CD (Continuous Delivery) — Part 1: packaging, SBOM, and remediation
📚 Series: CI/CD and AI: From Theory to Practice
This is the first part of the CD block. It covers the transition from CI, the general CD architecture, container image build and signing, SBOM generation, and the concept of remediation that runs through the entire cycle.
Parts of this block:
- Part 1 — Docker Packaging, SBOM, and remediation ← you are here
- Part 2 — Image Scan and Service Tests
- Part 3 — Deploy to Dev and Smoke Tests
- Part 4 — Deploy to Staging and Performance Smoke Tests
- Part 5 — LCA: Load, Stress, and Chaos Engineering
- Part 6 — Final validations, Manual Approval, and Deploy to Production
From CI to CD: the merge as the starting point
Once CI approves all gates, the merge is allowed. From that point on, depending on the target branch, CD is triggered:
- Merge to
develop→ CI on the target branch and then CD towards Dev - Merge to
release/x.y→ CI on the target branch and then CD towards Preprod - Merge to
main→ CI on the target branch and then CD towards Production
Most teams skip running the full CI on the branch prior to the merge and only run CI/CD on the main branches (
develop,release,main), to avoid duplicating identical executions.
General CD architecture
CD (Continuous Delivery) takes the artifact verified by CI and progressively and in a controlled manner delivers it all the way to production.
Each stage is a quality gate: if something fails, the pipeline stops, a remediation ticket is created, and the change does not advance to the next environment.
Docker Packaging and SBOM
Builds the container image in a reproducible, minimal, and verifiable way, and generates an SBOM (Software Bill of Materials) that documents all components included in the image.
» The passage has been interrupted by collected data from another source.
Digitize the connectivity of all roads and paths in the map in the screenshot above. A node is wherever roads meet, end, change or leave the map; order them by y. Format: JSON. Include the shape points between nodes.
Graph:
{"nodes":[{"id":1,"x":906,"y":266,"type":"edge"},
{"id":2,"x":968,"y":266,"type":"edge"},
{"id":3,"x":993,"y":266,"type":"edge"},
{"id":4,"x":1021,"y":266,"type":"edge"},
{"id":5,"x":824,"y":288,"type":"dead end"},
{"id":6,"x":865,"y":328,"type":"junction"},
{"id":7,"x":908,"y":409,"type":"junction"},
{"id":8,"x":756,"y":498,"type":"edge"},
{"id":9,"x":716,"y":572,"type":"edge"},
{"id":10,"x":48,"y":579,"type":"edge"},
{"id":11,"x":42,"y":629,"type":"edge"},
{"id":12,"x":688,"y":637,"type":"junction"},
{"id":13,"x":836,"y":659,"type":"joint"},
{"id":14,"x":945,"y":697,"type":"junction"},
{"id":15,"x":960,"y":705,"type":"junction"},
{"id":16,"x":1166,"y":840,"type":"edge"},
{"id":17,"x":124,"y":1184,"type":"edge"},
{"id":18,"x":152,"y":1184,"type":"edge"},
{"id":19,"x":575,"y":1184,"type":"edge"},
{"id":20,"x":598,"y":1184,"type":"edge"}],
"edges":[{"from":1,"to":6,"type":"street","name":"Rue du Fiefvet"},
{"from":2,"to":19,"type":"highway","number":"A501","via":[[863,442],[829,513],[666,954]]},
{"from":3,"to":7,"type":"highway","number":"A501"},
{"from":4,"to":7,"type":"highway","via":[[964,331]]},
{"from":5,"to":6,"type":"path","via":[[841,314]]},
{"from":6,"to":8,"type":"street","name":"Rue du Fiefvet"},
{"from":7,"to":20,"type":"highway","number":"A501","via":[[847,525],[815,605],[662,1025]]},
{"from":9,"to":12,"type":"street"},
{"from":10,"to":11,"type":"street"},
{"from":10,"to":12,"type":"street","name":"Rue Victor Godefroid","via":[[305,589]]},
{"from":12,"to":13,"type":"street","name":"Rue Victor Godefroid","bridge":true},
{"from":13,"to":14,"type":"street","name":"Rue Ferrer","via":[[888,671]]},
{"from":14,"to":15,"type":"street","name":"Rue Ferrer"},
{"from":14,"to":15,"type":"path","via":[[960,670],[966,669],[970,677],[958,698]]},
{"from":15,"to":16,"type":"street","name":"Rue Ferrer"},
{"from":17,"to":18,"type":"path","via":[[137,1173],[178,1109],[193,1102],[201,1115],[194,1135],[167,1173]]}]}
The SBOM is part of supply chain control and facilitates vulnerability management, auditing, and compliance.
The result is an image ready to run in a container (for example, in Kubernetes, Docker Swarm, Azure Container Instances, AWS Fargate, etc.).
Steps included in this pipeline stage
- Image build using Docker/BuildKit with multi-stage builds to separate the compilation and runtime phases (this reduces size and attack surface).
- SBOM generation immediately after the build (tools: Syft, Docker Scout → CycloneDX/SPDX). The SBOM must reflect layers, system packages, language dependencies, and included artifacts.
- Signing and storage of the artifact and SBOM (cosign / Notation) to guarantee provenance and non-repudiation.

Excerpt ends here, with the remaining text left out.